MANIFESTACIONES NEUROLÓGICAS

 

Las neuronas y algunas células gliales expresan receptores ACE2 en su superficie; sin embargo, no se sabe cómo el SARS-CoV-2 produce síntomas en el sistema nervioso central (SNC). Existen tres teorías que intentan explicar este fenómeno. La primera propone una diseminación hematógena a través de la circulación cerebral secundaria a la respuesta inflamatoria sistémica inducida por el virus que produce ruptura de la barrera hematoencefálica, permitiendo el paso de mediadores de la inflamación que inducen procesos neuroinflamatorios. La segunda teoría propone que SARS-CoV-2 ataca al SNC entrando al bulbo olfatorio a través de la lámina cribosa del hueso etmoides. La tercera propone que el virus ataca, en primera instancia, un nervio periférico y posteriormente viaja por transporte axonal retrógrado hasta infectar al SNC; una vez que el virus ha entrado al encéfalo es capaz de viajar a través de las neuronas del rafe dorsal o por vía hematógena hasta el tallo cerebral (De Felice y cols., 2020).

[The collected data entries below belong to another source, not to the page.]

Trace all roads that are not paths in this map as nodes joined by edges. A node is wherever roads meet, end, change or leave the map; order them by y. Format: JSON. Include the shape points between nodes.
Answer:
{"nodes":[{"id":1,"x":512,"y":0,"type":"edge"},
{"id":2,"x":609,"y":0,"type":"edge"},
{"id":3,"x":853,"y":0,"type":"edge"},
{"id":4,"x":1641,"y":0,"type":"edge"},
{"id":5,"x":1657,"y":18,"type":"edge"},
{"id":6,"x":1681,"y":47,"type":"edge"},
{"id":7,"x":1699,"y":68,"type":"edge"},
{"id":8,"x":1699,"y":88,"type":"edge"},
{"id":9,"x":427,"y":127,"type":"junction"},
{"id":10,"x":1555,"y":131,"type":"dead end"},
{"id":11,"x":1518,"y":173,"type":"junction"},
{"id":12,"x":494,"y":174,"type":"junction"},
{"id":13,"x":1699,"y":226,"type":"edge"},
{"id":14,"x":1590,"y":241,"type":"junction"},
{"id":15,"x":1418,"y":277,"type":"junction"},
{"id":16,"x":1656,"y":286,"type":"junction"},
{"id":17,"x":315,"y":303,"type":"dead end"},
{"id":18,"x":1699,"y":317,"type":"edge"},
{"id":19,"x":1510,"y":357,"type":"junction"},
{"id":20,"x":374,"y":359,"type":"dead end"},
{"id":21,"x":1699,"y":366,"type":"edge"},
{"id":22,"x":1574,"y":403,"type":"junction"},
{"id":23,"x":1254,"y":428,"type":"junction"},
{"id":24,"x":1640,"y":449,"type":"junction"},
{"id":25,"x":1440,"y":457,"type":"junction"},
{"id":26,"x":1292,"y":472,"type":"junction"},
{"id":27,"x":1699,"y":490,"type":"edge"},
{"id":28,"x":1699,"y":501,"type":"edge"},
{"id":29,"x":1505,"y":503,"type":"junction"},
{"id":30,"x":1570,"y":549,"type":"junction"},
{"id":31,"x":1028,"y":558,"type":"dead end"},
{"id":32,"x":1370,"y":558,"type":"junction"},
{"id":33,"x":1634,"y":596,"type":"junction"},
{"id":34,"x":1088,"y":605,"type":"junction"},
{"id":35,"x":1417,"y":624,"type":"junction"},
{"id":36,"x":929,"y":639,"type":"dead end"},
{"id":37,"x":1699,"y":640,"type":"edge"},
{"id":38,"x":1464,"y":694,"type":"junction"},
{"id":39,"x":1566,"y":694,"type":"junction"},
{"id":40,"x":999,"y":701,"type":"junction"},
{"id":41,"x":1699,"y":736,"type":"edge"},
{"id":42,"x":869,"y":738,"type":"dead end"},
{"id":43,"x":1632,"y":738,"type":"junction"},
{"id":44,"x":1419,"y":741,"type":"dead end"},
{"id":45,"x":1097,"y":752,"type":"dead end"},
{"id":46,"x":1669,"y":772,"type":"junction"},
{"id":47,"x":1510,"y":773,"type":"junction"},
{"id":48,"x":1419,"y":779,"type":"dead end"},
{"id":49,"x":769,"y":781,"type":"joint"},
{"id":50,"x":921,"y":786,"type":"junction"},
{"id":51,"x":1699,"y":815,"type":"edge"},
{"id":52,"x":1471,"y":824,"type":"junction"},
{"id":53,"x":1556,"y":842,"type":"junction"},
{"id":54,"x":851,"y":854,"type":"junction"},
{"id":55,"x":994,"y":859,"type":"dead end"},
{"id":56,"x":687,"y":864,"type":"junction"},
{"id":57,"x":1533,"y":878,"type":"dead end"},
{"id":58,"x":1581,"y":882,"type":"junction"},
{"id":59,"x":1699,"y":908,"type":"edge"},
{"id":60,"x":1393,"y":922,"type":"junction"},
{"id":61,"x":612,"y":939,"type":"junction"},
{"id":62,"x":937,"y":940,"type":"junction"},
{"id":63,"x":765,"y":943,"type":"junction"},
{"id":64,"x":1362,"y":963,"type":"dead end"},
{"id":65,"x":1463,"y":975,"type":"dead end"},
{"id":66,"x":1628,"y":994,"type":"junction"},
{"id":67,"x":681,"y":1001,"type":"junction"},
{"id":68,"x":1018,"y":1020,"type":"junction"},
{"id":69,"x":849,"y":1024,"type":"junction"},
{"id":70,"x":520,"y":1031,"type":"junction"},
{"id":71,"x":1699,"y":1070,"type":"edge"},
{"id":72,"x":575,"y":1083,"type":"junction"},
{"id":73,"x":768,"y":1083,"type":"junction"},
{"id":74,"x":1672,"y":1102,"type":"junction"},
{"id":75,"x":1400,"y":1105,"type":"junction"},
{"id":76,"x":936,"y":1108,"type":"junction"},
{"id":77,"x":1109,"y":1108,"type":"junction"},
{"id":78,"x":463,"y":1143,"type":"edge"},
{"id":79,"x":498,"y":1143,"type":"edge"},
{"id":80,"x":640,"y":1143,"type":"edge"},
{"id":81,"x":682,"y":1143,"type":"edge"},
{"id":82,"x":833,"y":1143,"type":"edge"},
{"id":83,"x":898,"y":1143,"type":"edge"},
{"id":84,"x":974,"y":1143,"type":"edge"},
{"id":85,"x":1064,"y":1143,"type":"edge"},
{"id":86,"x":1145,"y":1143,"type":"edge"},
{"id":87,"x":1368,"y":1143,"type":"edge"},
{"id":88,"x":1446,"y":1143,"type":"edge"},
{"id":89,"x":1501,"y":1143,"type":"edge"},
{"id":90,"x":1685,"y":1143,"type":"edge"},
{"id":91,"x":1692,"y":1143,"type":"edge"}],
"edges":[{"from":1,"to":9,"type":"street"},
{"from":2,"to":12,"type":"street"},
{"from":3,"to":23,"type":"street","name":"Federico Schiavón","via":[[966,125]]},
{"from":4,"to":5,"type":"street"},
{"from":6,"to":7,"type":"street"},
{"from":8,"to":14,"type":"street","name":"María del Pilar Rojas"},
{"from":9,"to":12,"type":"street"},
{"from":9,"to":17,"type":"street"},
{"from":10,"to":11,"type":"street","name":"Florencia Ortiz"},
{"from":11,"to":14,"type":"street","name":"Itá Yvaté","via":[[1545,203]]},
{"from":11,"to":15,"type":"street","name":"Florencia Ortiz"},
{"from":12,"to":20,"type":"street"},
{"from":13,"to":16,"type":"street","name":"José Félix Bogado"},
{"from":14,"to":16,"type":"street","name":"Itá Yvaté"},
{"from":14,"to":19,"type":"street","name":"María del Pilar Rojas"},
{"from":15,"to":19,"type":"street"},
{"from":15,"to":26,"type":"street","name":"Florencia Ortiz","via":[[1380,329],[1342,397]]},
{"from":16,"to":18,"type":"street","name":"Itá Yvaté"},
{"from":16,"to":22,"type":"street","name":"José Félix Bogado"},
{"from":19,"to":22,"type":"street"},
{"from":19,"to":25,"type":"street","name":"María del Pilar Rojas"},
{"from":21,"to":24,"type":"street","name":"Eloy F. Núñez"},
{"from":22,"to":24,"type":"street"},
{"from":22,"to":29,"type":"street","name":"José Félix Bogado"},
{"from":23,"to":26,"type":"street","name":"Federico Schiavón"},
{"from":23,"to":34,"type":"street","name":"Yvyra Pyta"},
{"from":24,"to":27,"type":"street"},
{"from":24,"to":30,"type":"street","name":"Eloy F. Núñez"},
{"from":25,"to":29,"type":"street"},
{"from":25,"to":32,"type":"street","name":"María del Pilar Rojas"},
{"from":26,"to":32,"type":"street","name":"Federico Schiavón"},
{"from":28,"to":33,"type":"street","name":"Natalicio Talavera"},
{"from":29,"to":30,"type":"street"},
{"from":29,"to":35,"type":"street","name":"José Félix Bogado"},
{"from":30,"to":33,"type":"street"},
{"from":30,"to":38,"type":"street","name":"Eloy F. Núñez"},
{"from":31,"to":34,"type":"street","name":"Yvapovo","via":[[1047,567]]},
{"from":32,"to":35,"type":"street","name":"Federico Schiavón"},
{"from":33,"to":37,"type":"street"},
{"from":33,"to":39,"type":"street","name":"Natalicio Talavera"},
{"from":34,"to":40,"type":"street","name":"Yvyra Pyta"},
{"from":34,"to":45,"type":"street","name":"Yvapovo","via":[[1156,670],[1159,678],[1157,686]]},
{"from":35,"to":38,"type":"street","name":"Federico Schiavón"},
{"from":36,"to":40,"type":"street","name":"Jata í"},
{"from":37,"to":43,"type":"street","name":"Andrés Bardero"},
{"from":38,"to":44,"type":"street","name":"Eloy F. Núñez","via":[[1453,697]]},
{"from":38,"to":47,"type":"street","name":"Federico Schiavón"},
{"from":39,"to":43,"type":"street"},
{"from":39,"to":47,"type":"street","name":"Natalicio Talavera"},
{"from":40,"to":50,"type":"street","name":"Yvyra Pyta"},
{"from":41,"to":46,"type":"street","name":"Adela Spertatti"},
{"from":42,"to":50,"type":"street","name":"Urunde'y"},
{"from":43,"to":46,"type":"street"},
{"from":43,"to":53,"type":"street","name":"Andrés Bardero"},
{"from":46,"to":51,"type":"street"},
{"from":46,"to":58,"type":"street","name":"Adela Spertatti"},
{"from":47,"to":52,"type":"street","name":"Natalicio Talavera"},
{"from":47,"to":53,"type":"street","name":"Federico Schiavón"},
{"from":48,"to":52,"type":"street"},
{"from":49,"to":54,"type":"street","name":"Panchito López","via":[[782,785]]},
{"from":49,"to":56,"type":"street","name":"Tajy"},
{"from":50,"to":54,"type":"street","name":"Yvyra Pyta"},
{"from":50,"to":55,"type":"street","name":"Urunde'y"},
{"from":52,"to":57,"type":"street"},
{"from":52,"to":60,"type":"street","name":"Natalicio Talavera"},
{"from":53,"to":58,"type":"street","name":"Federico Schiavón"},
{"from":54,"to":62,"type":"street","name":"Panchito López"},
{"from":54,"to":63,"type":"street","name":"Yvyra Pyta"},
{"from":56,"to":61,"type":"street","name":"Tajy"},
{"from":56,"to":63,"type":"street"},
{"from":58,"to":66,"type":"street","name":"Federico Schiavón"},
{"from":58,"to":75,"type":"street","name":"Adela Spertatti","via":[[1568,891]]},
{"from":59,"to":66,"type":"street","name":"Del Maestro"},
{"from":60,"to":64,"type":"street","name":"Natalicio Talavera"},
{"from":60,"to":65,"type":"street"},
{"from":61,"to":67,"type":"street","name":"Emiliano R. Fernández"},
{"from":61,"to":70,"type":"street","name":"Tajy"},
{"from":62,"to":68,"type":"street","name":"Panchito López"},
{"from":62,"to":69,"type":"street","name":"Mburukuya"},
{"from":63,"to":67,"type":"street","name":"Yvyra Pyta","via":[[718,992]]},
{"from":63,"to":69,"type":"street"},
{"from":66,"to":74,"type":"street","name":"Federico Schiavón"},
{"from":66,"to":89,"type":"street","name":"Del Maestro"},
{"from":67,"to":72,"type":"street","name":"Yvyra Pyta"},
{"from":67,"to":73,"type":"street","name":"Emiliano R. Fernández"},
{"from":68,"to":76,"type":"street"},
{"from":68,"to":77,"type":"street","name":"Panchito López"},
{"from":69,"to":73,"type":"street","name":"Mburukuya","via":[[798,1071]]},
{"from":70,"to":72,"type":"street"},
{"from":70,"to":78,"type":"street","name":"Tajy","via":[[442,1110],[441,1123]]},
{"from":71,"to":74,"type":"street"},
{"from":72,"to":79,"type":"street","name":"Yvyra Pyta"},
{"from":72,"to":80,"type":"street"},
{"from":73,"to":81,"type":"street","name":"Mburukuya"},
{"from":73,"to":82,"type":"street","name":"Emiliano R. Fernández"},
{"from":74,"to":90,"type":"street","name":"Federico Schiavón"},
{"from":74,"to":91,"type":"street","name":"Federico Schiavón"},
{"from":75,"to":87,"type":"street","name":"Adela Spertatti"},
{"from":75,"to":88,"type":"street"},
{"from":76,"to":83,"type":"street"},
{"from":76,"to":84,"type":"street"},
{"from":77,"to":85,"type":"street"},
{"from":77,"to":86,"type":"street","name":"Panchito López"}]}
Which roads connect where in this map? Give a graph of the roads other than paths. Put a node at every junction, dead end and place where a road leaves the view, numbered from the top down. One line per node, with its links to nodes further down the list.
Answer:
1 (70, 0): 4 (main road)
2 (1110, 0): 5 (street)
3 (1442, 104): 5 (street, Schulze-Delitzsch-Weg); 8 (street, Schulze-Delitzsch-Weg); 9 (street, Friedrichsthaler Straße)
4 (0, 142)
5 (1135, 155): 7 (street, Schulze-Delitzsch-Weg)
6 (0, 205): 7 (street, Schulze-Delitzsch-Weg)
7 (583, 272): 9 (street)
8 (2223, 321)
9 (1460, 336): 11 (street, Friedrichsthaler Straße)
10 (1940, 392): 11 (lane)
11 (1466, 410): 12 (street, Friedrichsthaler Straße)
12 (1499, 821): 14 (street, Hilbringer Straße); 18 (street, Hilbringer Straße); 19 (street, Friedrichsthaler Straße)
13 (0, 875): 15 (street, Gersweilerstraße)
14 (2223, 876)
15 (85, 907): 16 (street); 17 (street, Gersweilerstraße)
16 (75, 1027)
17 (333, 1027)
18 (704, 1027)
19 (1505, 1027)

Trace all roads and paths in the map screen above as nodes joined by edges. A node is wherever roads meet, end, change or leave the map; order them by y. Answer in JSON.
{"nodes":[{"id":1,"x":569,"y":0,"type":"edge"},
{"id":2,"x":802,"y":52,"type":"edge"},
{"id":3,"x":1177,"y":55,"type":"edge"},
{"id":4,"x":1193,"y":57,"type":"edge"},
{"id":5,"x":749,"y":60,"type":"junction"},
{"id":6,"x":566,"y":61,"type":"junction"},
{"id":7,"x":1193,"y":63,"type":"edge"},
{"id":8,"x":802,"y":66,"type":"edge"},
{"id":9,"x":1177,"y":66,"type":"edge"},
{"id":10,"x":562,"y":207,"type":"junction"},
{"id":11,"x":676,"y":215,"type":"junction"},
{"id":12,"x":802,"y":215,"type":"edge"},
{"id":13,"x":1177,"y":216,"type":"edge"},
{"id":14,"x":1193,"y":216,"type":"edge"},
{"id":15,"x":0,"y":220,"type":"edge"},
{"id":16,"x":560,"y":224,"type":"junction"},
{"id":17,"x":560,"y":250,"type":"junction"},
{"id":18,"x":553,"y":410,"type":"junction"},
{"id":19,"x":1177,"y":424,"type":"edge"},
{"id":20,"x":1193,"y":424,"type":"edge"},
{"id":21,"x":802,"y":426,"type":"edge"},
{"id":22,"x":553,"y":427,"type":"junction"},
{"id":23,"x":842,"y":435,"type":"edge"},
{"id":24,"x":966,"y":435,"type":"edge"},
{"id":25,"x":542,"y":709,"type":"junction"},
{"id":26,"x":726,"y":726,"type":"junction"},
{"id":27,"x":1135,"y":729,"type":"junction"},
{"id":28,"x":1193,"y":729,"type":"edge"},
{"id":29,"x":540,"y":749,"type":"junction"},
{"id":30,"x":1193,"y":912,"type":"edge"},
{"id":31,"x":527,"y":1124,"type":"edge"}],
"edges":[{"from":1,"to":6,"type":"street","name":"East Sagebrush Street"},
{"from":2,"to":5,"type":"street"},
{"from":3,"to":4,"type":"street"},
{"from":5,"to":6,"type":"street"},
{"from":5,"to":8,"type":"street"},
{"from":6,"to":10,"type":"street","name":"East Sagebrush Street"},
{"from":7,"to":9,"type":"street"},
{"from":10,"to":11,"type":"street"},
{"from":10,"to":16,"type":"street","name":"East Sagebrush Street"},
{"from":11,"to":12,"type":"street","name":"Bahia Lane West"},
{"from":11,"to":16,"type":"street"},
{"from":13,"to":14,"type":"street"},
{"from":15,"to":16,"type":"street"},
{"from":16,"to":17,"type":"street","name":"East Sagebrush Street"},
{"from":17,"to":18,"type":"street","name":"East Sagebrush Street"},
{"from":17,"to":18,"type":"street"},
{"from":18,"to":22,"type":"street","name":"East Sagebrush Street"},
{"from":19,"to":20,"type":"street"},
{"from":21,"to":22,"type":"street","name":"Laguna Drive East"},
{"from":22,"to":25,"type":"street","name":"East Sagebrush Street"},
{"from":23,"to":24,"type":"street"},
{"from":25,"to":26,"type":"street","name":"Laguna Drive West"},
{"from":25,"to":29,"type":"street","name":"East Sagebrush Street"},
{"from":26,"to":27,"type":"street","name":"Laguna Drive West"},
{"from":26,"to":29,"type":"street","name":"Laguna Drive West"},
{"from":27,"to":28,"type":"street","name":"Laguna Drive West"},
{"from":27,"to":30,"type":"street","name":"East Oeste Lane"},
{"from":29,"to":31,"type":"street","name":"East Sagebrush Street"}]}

     Es importante mencionar que los receptores ACE2 se expresan mayormente en el tallo cerebral, aunque otros coronavirus afectan el control respiratorio al infectar el centro cardiorrespiratorio en el bulbo raquídeo. Tanto SARS-CoV como MERS pueden inducir apoptosis de las neuronas del centro cardiorrespiratorio, por lo que es probable que SARS-CoV-2 también pueda inducir apoptosis en este grupo de neuronas, relacionándose con la falla respiratoria y la muerte de algunos pacientes. Los oligodendrocitos expresan dos tipos de receptores relacionados con SARS-CoV-2: ACE2 y TMPRSS2, los cuales parecen estar relacionados con el desarrollo de encefalitis (Needham y cols., 2020).